Mandatory Credit: Anne-Marie Sorvin-USA TODAY Sports
John Tortorella made his return to the Vancouver Canucks tonight, and he had claimed his team had ‘forgotten how to defend” and the first period reflected that. The Red Wings had a couple of real nice stretch passes that turned into decent attempts but nothing that really turned into a scoring chance. Detroit took two penalties in the first period and was outshot by the Cancucks but only 8-7.
Jonas Gustavsson started this game but Jimmy Howard took over at the start of the second period. We all assumed he had a groin issue, but Fox Sports Detroit later informed us it was due to dizziness (never a good sign). Even more interestingly, it didn’t appear to be due to any sort of contact in the first period.

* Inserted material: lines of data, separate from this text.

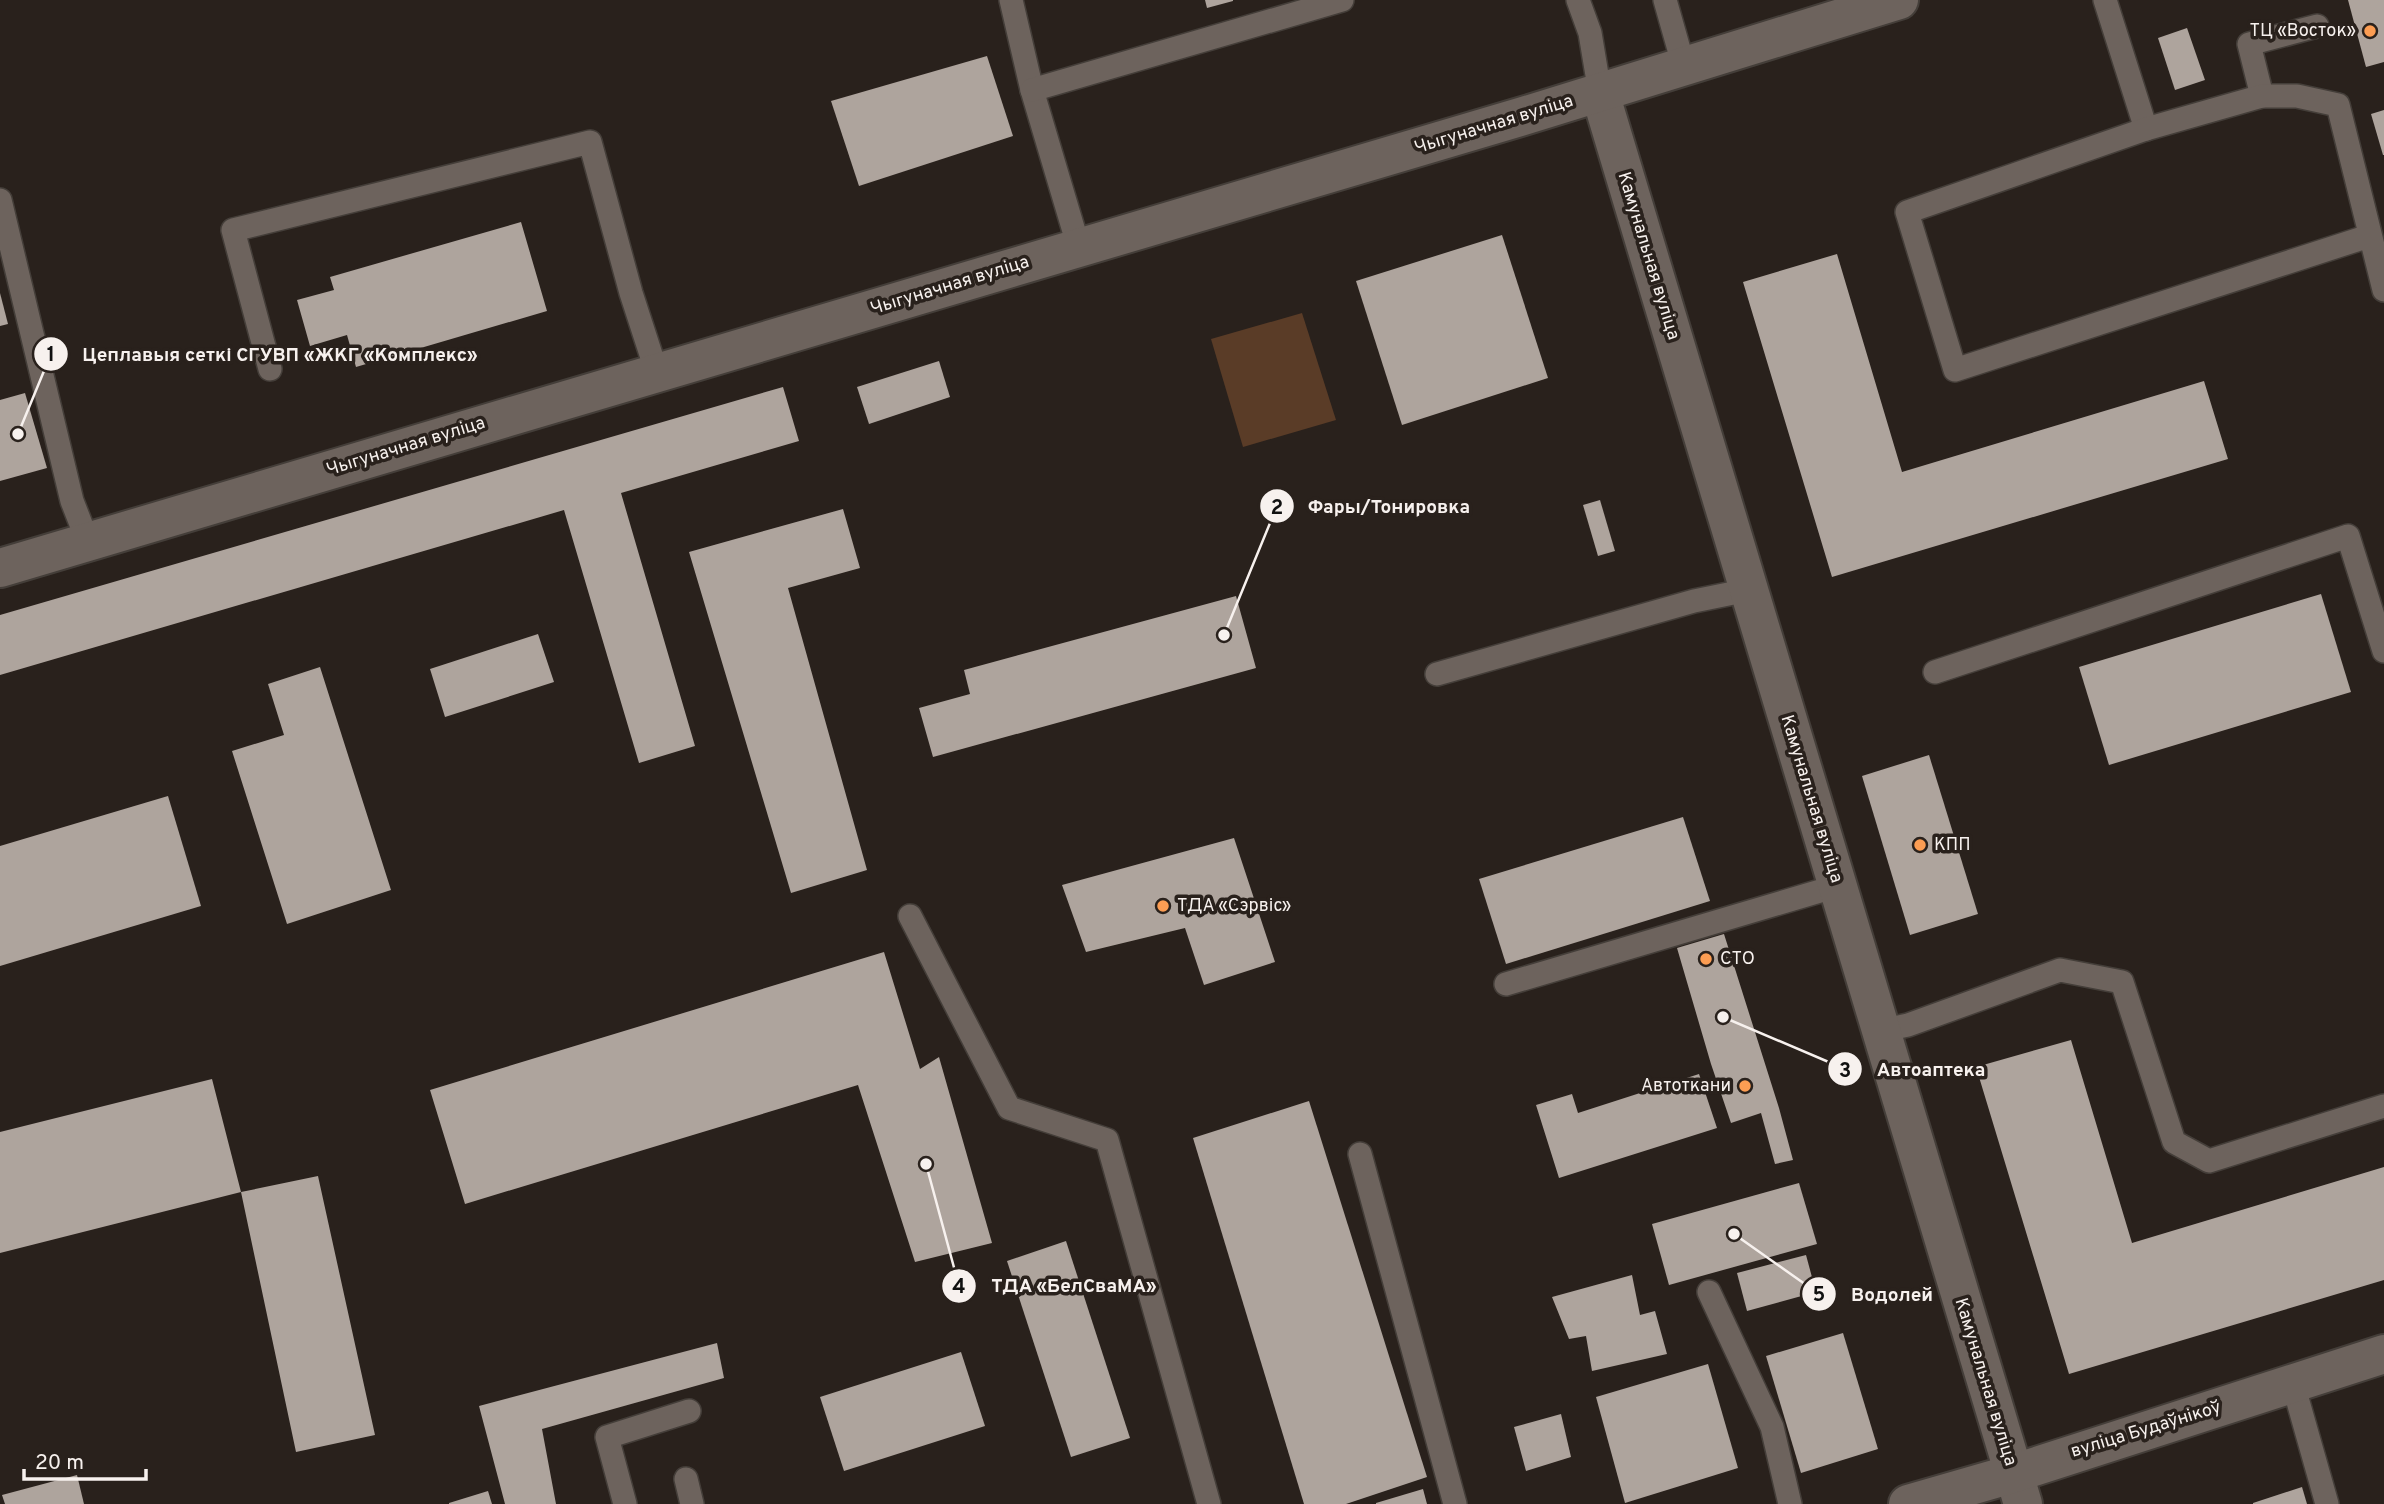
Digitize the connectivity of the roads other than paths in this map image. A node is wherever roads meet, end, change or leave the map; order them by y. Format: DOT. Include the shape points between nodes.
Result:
graph roads {
  1 [pos="1012,0"];
  2 [pos="1342,0"];
  3 [pos="1578,0"];
  4 [pos="1665,0"];
  5 [pos="2105,0"];
  6 [pos="1878,3"];
  7 [pos="2317,26"];
  8 [pos="1684,67"];
  9 [pos="1032,90"];
  10 [pos="1600,93"];
  11 [pos="2262,96"];
  12 [pos="2146,129"];
  13 [pos="0,200"];
  14 [pos="2369,236"];
  15 [pos="1079,248"];
  16 [pos="2384,290"];
  17 [pos="270,369"];
  18 [pos="657,373"];
  19 [pos="88,542"];
  20 [pos="0,568"];
  21 [pos="1748,590"];
  22 [pos="2384,651"];
  23 [pos="1936,672"];
  24 [pos="1437,674"];
  25 [pos="1837,886"];
  26 [pos="910,916"];
  27 [pos="1506,984"];
  28 [pos="1880,1031"];
  29 [pos="2384,1106"];
  30 [pos="1360,1154"];
  31 [pos="1709,1292"];
  32 [pos="2384,1354"];
  33 [pos="2292,1384"];
  34 [pos="688,1412"];
  35 [pos="686,1479"];
  36 [pos="2018,1489"];
  37 [pos="625,1504"];
  38 [pos="692,1504"];
  39 [pos="1209,1504"];
  40 [pos="1455,1504"];
  41 [pos="1790,1504"];
  42 [pos="1908,1504"];
  43 [pos="2327,1504"];
  1 -- 9 [label="lane"];
  2 -- 9 [label="lane"];
  3 -- 10 [label="lane" via="1590,33"];
  4 -- 8 [label="lane"];
  5 -- 12 [label="lane"];
  6 -- 8 [label="street, Чыгуначная вуліца"];
  7 -- 11 [label="lane" via="2249,44"];
  8 -- 10 [label="street, Чыгуначная вуліца"];
  9 -- 15 [label="lane"];
  10 -- 15 [label="street, Чыгуначная вуліца"];
  10 -- 21 [label="street, Камунальная вуліца"];
  11 -- 12 [label="lane"];
  11 -- 14 [label="lane" via="2297,96 2337,104"];
  12 -- 14 [label="lane" via="1907,212 1955,370"];
  13 -- 19 [label="lane" via="72,501"];
  14 -- 16 [label="lane"];
  15 -- 18 [label="street, Чыгуначная вуліца"];
  17 -- 18 [label="lane" via="233,230 590,142"];
  18 -- 19 [label="street, Чыгуначная вуліца"];
  19 -- 20 [label="street, Чыгуначная вуліца"];
  21 -- 24 [label="lane"];
  21 -- 25 [label="street, Камунальная вуліца"];
  22 -- 23 [label="lane" via="2348,536"];
  25 -- 27 [label="lane"];
  25 -- 28 [label="street, Камунальная вуліца"];
  26 -- 39 [label="lane" via="1009,1108 1107,1140"];
  28 -- 29 [label="lane" via="2060,970 2122,982 2174,1142 2208,1161"];
  28 -- 36 [label="street, Камунальная вуліца"];
  30 -- 40 [label="lane"];
  31 -- 41 [label="lane" via="1772,1427"];
  32 -- 33 [label="street, вуліца Будаўнікоў"];
  33 -- 36 [label="street, вуліца Будаўнікоў"];
  33 -- 43 [label="lane"];
  34 -- 37 [label="lane" via="607,1437"];
  35 -- 38 [label="lane"];
  36 -- 42 [label="street, вуліца Будаўнікоў"];
}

Justin Abdelkader took the initiative to strengthen the Red Wings’ figurative groin by Lack after bouncing the puck off a Cancuck’s glove. The slightly deflected shot sailed over Lack’s blocker side to give Detroit a 1-0 lead. A lucky bounce no doubt (Abdelkader was standing above the circles when he took the shot) but sometimes you have to be lucky to be good. This was the second time Detroit scored first in their last 13 games.
Jakub Kindl worked really hard this period to become the new Kyle Quincy. He hooked David Booth, in the middle of a breakaway, three different ways, but Jimmy Howard, despite having played just four minutes and coming in cold, shut the door on Booth, keeping the game from being tied. The Joe Louis Arena faithful rewarded this effort with a “Jim-my Ho-ward” chant. Howard is now 11 for 16 in his NHL career for penalty shots.
The game continued to ramp up in intensity and controversy. Vancouver got to poke away at the puck about 5 seconds after Howard had it covered. Eddie Lack stopped a scoring chance by flopping and attempting to swim on frozen water. Michigan outcast Ryan Kesler flopped down over the puck after he lost a faceoff. Fortunately Detroit got it’s own powerplay chances with a penalty to Jason Garrison and it turned to a Detroit a 5 on 3 after a holding penalty to Zack Kassian. Lots of posts were hit, a time out was used by Babcock, but alas the score remained 1-0.
I usually say that if you can’t score on a 5 on 3 you don’t deserve to win. Detroit seems to do this so often, however, I should probably stop saying it. Kindl ran a defender into Howard, which is a smart thing to do with a potentially injured goalie I guess, and the Canucks continued to take liberties with Howard with no call from any referee to be found. Detroit continued to show that good teams adapt and overcome in these situations and dominated the possession for the remainder of the period. (To be fair, Quincy got away with what could have very well been interference as well). Despite the intensity and powerplay opportunities, Vancouver outshot Detroit 13-12.
Vancouver had it’s scoring chances in the third, especially from a power play after Tomas Jurco caught disowned Michigander Ryan Kesler with a gruesome knee-on-knee hit. Vancouver’s chances also included a horrendous defensive miscue by Detroit’s top pair of Ericsson and Kronwall, but the house of cards that is the one goal lead remained through the third. Detroit got called for too many men with four and a half minutes left. Ryan Kesler took out a moster hit on Kronwall, no doubt looking for revenge from previous years, and Jonathan Ericsson took exception. The two went off for coinciding minors.
Darren Helm had a beautiful short-handed breakaway but he just couldn’t bury it. Eddie Lack made a solid save worthy of being first star in a game even if his team lost. John Tortorella pulled Lack to the bench with about a minute and a half left. Tomas Tatar took this opportunity to continue Detroit’s night-long tradition of hitting the post without scoring a goal. Alexander Burrows took a penalty for cross-checking Zetterberg, Justin Abdelkader netted his second of the night, and Detroit took home a 2-0 victory in a game that could have easily been 5-2 had it not been for absurdly impressive goaltending. Detroit’s strong third period left the final shot count at 30-24 in favor of Detroit.
Of note: This was Detroit’s last home game before the Olympics. They played “Don’t Stop Believing” followed up by “All I Do is Win” at the end of the game and I haven’t heard that one in a while. Detroit travels to Florida next to face the Panthers on Thursday night.